Pictures do not belong in the copy; print every entry exactly as it stands.

Records from a collection:
>>>>>
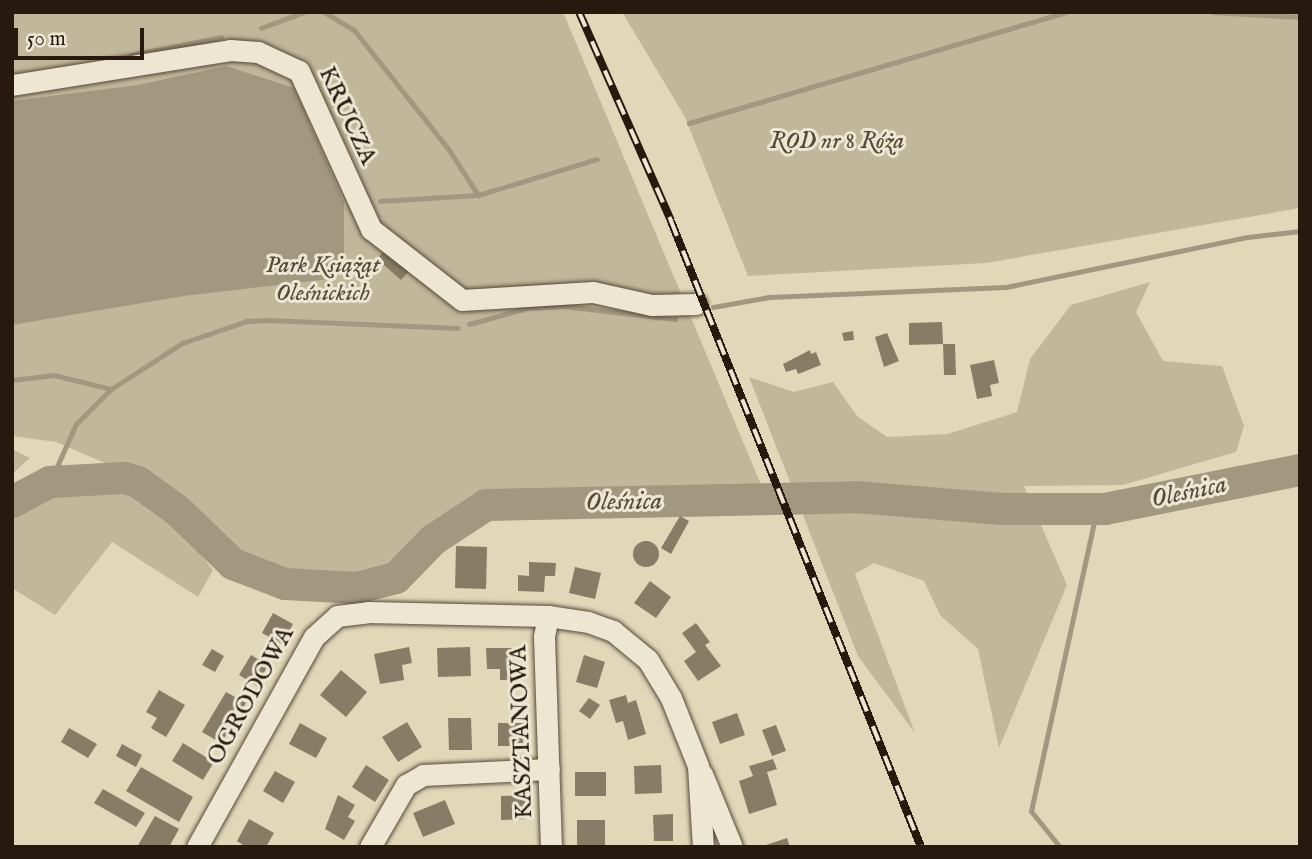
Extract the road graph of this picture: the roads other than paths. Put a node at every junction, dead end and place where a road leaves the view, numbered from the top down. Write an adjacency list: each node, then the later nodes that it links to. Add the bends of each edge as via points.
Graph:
1 (12, 85): 2 (street, KRUCZA, via 230,50 279,60 299,71 310,88 371,229 462,300 593,292 652,305)
2 (696, 304)
3 (548, 616): 4 (street, OGRODOWA, via 613,631 648,660 671,698); 5 (street, KASZTANOWA, via 544,637); 6 (street, OGRODOWA, via 352,612 324,624)
4 (698, 766): 9 (street); 10 (street, OGRODOWA)
5 (549, 769): 7 (street, via 423,775 406,785); 8 (street, KASZTANOWA)
6 (197, 847)
7 (370, 847)
8 (551, 847)
9 (703, 847)
10 (732, 847)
<<<<<
COMPLETED EXERCISE:
Extract the road graph of this picture: the roads other than paths. Put a node at every junction, dead end and place where a road leaves the view, numbered from the top down. Write an adjacency list: each node, then the later nodes that it links to. Add the bends of each edge as via points.
Graph:
1 (12, 85): 2 (street, KRUCZA, via 230,50 279,60 299,71 310,88 371,229 462,300 593,292 652,305)
2 (696, 304)
3 (548, 616): 4 (street, OGRODOWA, via 613,631 648,660 671,698); 5 (street, KASZTANOWA, via 544,637); 6 (street, OGRODOWA, via 352,612 324,624)
4 (698, 766): 9 (street); 10 (street, OGRODOWA)
5 (549, 769): 7 (street, via 423,775 406,785); 8 (street, KASZTANOWA)
6 (197, 847)
7 (370, 847)
8 (551, 847)
9 (703, 847)
10 (732, 847)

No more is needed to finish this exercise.